I'm curious and excited about this one!!
Corbaci is a delicious sweet pepper that I've grown for at least five years. The seeds and membrane are bitter so I got rid of those.
Since it's a sweet pepper with almost zero capsaicin I decided to do something crazy - I'm treating it as any other fruit or vegetable and used 2.3 lbs. Yikes! Like I said, curious and excited.


----------



## BigDaveK (Aug 30, 2022)

Transferred this morning.
I was happy it picked up some color.
Good pepper flavor followed by an unidentified fruitiness. Too early for aroma - very yeasty with a hint of pepper.
Zero heat. A pepper drinking wine - crazy.
We'll see where this goes. I'll have to freeze some for another batch just in case.


----------



## BigDaveK (Oct 2, 2022)

Racked this morning.
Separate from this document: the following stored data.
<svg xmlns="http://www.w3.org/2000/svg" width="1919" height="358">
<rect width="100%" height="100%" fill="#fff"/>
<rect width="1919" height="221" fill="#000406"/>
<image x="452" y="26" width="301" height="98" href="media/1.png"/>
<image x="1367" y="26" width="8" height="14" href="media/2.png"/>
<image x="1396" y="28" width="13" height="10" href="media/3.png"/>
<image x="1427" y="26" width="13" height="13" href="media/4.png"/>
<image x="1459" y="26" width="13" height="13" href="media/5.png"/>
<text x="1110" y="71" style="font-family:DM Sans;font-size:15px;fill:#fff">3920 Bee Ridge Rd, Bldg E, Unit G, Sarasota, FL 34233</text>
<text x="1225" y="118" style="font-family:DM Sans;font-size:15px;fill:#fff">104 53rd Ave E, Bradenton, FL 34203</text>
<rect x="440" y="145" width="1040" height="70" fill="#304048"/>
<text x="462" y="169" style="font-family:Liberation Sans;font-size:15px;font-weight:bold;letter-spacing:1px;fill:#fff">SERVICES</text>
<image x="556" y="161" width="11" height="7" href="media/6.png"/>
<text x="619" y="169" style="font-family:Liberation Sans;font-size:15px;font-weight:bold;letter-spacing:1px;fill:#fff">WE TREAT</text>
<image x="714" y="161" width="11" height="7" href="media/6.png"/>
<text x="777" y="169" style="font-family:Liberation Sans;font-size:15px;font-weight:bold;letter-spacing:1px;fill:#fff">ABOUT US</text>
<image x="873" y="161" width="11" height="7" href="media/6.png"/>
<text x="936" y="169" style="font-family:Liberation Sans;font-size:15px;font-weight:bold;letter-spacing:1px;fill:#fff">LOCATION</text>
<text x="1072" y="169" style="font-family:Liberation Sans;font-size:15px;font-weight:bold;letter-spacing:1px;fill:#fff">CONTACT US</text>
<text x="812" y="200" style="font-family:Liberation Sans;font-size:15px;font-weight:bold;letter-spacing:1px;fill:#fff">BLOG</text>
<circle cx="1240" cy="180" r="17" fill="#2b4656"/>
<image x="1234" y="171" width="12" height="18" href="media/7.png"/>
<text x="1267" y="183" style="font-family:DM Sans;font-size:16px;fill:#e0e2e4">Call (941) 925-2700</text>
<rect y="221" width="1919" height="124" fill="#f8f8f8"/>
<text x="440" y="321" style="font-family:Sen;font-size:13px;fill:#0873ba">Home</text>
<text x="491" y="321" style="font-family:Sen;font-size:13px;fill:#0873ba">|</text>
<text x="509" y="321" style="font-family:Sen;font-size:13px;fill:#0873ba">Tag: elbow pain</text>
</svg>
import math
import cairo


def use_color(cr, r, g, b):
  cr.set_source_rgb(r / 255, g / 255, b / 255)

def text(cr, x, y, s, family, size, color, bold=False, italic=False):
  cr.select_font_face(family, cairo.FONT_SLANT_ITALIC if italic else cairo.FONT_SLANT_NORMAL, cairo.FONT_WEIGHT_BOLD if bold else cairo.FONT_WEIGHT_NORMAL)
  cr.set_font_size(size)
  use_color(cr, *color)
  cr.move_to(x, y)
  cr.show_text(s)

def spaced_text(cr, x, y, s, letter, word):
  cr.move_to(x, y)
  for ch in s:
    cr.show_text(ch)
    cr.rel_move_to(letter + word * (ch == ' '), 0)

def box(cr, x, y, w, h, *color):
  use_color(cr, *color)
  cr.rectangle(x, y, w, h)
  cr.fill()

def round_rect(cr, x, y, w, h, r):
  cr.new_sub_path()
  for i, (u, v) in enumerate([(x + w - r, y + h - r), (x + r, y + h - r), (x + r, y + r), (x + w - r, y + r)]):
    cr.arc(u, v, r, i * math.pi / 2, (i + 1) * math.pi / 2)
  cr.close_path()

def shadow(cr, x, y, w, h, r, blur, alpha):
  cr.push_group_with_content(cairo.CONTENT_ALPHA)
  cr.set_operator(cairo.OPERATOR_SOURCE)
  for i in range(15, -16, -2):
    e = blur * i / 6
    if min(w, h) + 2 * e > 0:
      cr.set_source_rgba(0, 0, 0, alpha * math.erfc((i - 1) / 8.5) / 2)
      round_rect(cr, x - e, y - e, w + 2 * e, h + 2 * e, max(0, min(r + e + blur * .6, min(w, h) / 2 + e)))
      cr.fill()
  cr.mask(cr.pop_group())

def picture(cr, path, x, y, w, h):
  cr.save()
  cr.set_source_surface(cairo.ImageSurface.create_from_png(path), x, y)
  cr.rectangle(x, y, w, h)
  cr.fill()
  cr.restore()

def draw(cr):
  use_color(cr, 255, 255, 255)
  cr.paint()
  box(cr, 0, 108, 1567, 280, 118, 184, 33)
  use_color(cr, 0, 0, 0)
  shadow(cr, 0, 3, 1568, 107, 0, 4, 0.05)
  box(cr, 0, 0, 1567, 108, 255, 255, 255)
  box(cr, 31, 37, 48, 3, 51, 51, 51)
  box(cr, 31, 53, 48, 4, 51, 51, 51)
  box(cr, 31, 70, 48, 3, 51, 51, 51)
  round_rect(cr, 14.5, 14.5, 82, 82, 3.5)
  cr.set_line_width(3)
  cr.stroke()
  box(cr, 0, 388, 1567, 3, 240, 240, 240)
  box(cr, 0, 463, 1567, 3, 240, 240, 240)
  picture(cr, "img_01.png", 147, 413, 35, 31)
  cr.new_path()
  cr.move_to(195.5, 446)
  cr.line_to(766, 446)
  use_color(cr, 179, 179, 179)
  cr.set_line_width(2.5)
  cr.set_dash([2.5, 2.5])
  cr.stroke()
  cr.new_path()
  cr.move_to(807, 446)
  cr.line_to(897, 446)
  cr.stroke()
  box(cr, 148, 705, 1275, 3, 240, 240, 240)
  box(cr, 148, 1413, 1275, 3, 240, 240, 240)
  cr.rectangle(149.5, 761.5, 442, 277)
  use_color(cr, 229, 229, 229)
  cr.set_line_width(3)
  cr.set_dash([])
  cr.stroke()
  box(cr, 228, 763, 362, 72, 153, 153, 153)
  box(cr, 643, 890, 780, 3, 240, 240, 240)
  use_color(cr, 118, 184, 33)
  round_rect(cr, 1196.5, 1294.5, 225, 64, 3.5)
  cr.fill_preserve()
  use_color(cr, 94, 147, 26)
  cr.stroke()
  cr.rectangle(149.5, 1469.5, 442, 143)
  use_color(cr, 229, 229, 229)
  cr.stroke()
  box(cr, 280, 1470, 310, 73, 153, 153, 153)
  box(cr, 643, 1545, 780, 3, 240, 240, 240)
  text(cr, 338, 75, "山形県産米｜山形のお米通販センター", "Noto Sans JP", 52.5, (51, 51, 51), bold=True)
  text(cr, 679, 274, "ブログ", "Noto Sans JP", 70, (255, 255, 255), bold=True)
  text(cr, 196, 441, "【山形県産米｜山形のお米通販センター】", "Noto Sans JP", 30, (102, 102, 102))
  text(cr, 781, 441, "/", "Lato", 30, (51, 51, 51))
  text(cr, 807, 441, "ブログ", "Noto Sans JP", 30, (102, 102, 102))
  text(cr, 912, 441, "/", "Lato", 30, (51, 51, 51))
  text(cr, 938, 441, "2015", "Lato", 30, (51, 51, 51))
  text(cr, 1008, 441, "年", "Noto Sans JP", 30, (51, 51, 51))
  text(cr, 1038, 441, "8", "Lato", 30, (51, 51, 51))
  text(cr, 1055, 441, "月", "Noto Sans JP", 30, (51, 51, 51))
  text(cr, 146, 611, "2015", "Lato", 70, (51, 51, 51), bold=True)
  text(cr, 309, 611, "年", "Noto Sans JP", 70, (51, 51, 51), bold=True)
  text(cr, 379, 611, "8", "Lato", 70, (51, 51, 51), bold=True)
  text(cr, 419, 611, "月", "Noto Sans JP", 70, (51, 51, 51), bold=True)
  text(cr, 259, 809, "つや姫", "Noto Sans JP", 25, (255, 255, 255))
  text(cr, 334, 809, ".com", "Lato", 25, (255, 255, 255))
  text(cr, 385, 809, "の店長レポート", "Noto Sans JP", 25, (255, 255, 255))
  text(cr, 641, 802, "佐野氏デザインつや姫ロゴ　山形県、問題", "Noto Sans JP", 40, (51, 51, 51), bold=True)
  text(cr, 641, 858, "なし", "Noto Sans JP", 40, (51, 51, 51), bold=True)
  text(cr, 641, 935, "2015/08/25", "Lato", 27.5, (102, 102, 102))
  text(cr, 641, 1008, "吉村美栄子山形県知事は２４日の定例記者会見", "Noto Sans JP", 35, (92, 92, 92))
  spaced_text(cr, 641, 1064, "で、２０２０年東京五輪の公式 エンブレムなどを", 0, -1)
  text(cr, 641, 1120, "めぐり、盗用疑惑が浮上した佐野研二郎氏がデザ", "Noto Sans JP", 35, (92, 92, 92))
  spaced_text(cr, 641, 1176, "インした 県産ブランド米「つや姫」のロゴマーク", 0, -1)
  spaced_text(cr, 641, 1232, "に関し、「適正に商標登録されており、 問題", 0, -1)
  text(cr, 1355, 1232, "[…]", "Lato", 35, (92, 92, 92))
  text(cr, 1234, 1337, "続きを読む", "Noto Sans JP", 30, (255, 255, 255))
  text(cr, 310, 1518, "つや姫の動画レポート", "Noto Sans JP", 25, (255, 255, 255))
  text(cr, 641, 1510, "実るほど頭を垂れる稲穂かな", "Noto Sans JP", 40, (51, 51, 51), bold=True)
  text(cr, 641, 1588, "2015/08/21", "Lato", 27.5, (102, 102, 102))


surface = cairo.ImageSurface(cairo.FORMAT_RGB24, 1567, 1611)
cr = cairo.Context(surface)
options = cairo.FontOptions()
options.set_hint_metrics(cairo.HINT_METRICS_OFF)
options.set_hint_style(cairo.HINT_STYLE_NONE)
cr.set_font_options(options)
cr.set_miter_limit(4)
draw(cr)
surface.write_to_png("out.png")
Wonderful pepper flavor and NO heat. Picked up some nice color. Bone dry (1.094 to .988) but I'm wondering what a little back sweetening will do.


----------



## winemaker81 (Oct 3, 2022)

BigDaveK said:


> Racked this morning. Wonderful pepper flavor and NO heat. Picked up some nice color. Bone dry (1.094 to .988) but I'm wondering what a little back sweetening will do.


It appears bench testing is in order at bottling time!

Are you bottling in 750's or 375's? Smaller bottles allow taste testing without using the batch up too quickly.

If you're comparing a large number of wines, there's less overage. I have 7 wines from 2021 (2 barrels, same wines unoaked, plus 3 varietals unoaked) that we plan to blind taste at the US Thanksgiving. I'm probably going to pour half of each bottle into a 375 and re-cork, as large tastings at home either produce really drunk people or have a lot of leftovers.


----------



## QuiQuog (Oct 3, 2022)

I love the color. It will be interesting to see it in the bottle.


----------



## BigDaveK (Oct 3, 2022)

winemaker81 said:


> It appears bench testing is in order at bottling time!
> 
> Are you bottling in 750's or 375's? Smaller bottles allow taste testing without using the batch up too quickly.


I have both sizes. I went a little crazy buying bottles when I first started and - considering the price increases since then - glad I did.

I'm slowly upping my batches to 3-gallon. That should give me more leeway to have dry, lightly sweet, and sweet from the same batch.


----------